# What is needed:
Omitting the pictures, output all of the records precisely as written.

[Collection entries]
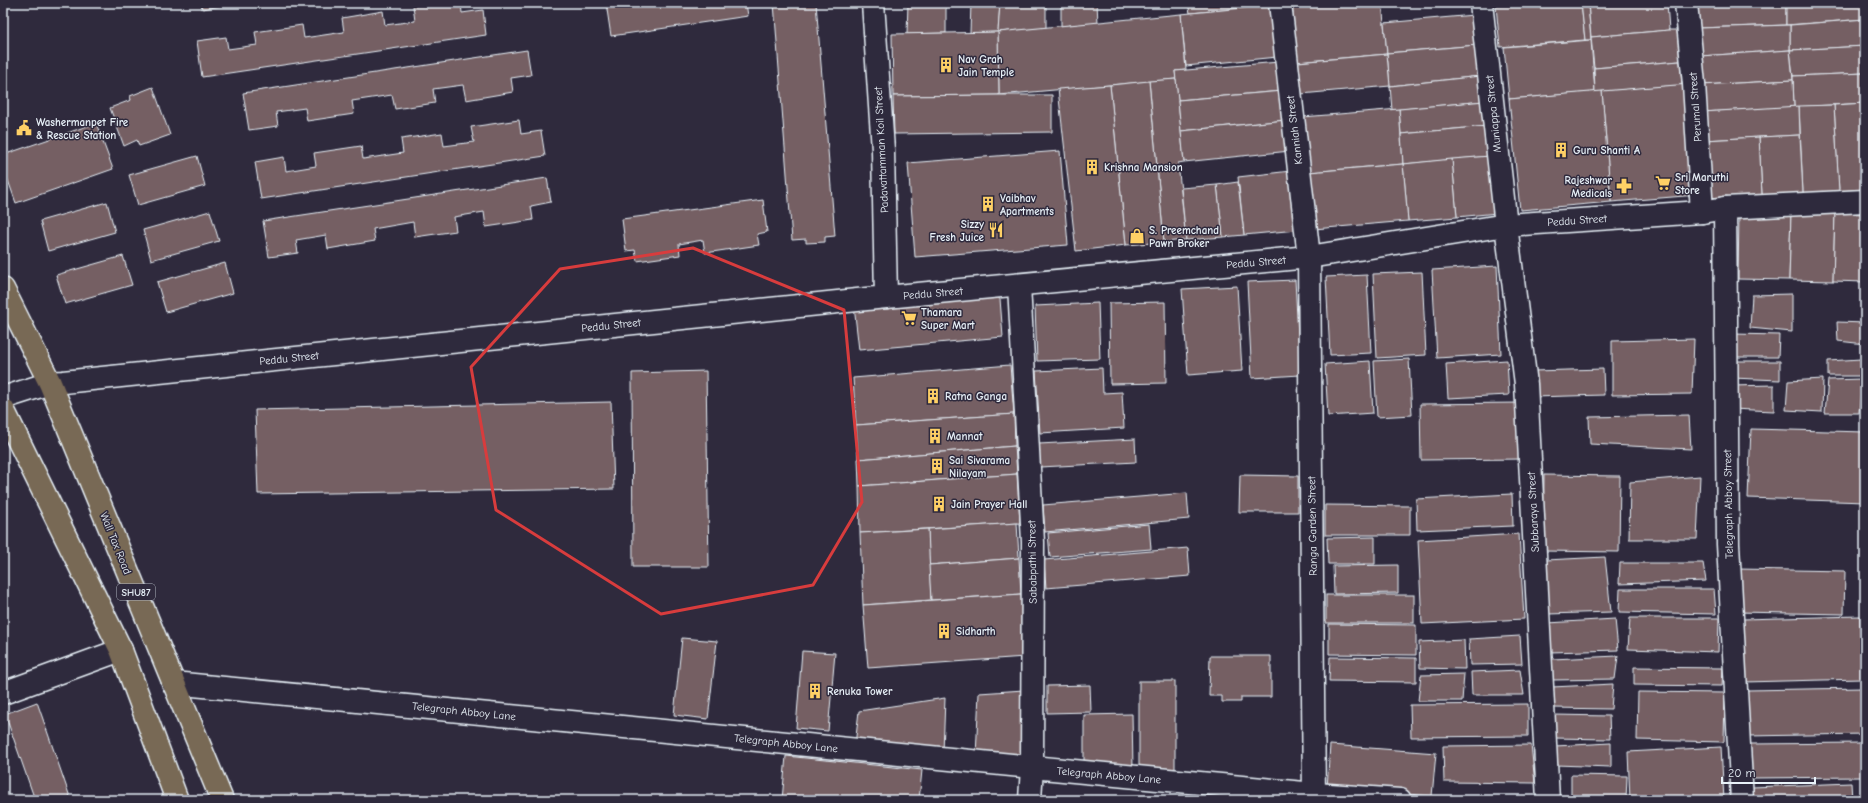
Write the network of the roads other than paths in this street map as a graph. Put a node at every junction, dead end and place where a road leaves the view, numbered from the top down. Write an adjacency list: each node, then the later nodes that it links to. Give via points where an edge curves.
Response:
1 (873, 3): 12 (street, Padavattamman Koil Street, via 883,150)
2 (1280, 3): 9 (street, Kanniah Street)
3 (1481, 3): 8 (street, Muniappa Street)
4 (1686, 3): 7 (street, Perumal Street)
5 (1865, 201): 6 (street, Peddu Street)
6 (1725, 208): 7 (street, Peddu Street); 26 (street, Telegraph Abboy Street, via 1728,544)
7 (1702, 212): 8 (street, Peddu Street)
8 (1506, 225): 9 (street, Peddu Street); 25 (street, Subbaraya Street, via 1526,384)
9 (1309, 257): 10 (street, Peddu Street); 20 (street, Ranga Garden Street)
10 (1019, 285): 12 (street, Peddu Street); 19 (street, Sababpathi Street, via 1033,542)
11 (3, 289): 13 (main road, Wall Tax Road / SHU87)
12 (886, 297): 13 (street, Peddu Street)
13 (50, 383): 14 (street, Peddu Street); 17 (main road, Wall Tax Road / SHU87)
14 (3, 398)
15 (3, 409): 16 (main road)
16 (121, 650): 18 (street); 21 (main road)
17 (173, 683): 19 (street, Telegraph Abboy Lane); 22 (main road, Wall Tax Road / SHU87)
18 (3, 693)
19 (1032, 767): 20 (street, Telegraph Abboy Lane); 23 (street, Sababpathi Street)
20 (1314, 797): 24 (street, Telegraph Abboy Lane)
21 (177, 800)
22 (222, 800)
23 (1030, 800)
24 (1400, 800)
25 (1548, 800)
26 (1742, 800)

# Response for this exercise:
Write the network of the roads other than paths in this street map as a graph. Put a node at every junction, dead end and place where a road leaves the view, numbered from the top down. Write an adjacency list: each node, then the later nodes that it links to. Give via points where an edge curves.
Response:
1 (873, 3): 12 (street, Padavattamman Koil Street, via 883,150)
2 (1280, 3): 9 (street, Kanniah Street)
3 (1481, 3): 8 (street, Muniappa Street)
4 (1686, 3): 7 (street, Perumal Street)
5 (1865, 201): 6 (street, Peddu Street)
6 (1725, 208): 7 (street, Peddu Street); 26 (street, Telegraph Abboy Street, via 1728,544)
7 (1702, 212): 8 (street, Peddu Street)
8 (1506, 225): 9 (street, Peddu Street); 25 (street, Subbaraya Street, via 1526,384)
9 (1309, 257): 10 (street, Peddu Street); 20 (street, Ranga Garden Street)
10 (1019, 285): 12 (street, Peddu Street); 19 (street, Sababpathi Street, via 1033,542)
11 (3, 289): 13 (main road, Wall Tax Road / SHU87)
12 (886, 297): 13 (street, Peddu Street)
13 (50, 383): 14 (street, Peddu Street); 17 (main road, Wall Tax Road / SHU87)
14 (3, 398)
15 (3, 409): 16 (main road)
16 (121, 650): 18 (street); 21 (main road)
17 (173, 683): 19 (street, Telegraph Abboy Lane); 22 (main road, Wall Tax Road / SHU87)
18 (3, 693)
19 (1032, 767): 20 (street, Telegraph Abboy Lane); 23 (street, Sababpathi Street)
20 (1314, 797): 24 (street, Telegraph Abboy Lane)
21 (177, 800)
22 (222, 800)
23 (1030, 800)
24 (1400, 800)
25 (1548, 800)
26 (1742, 800)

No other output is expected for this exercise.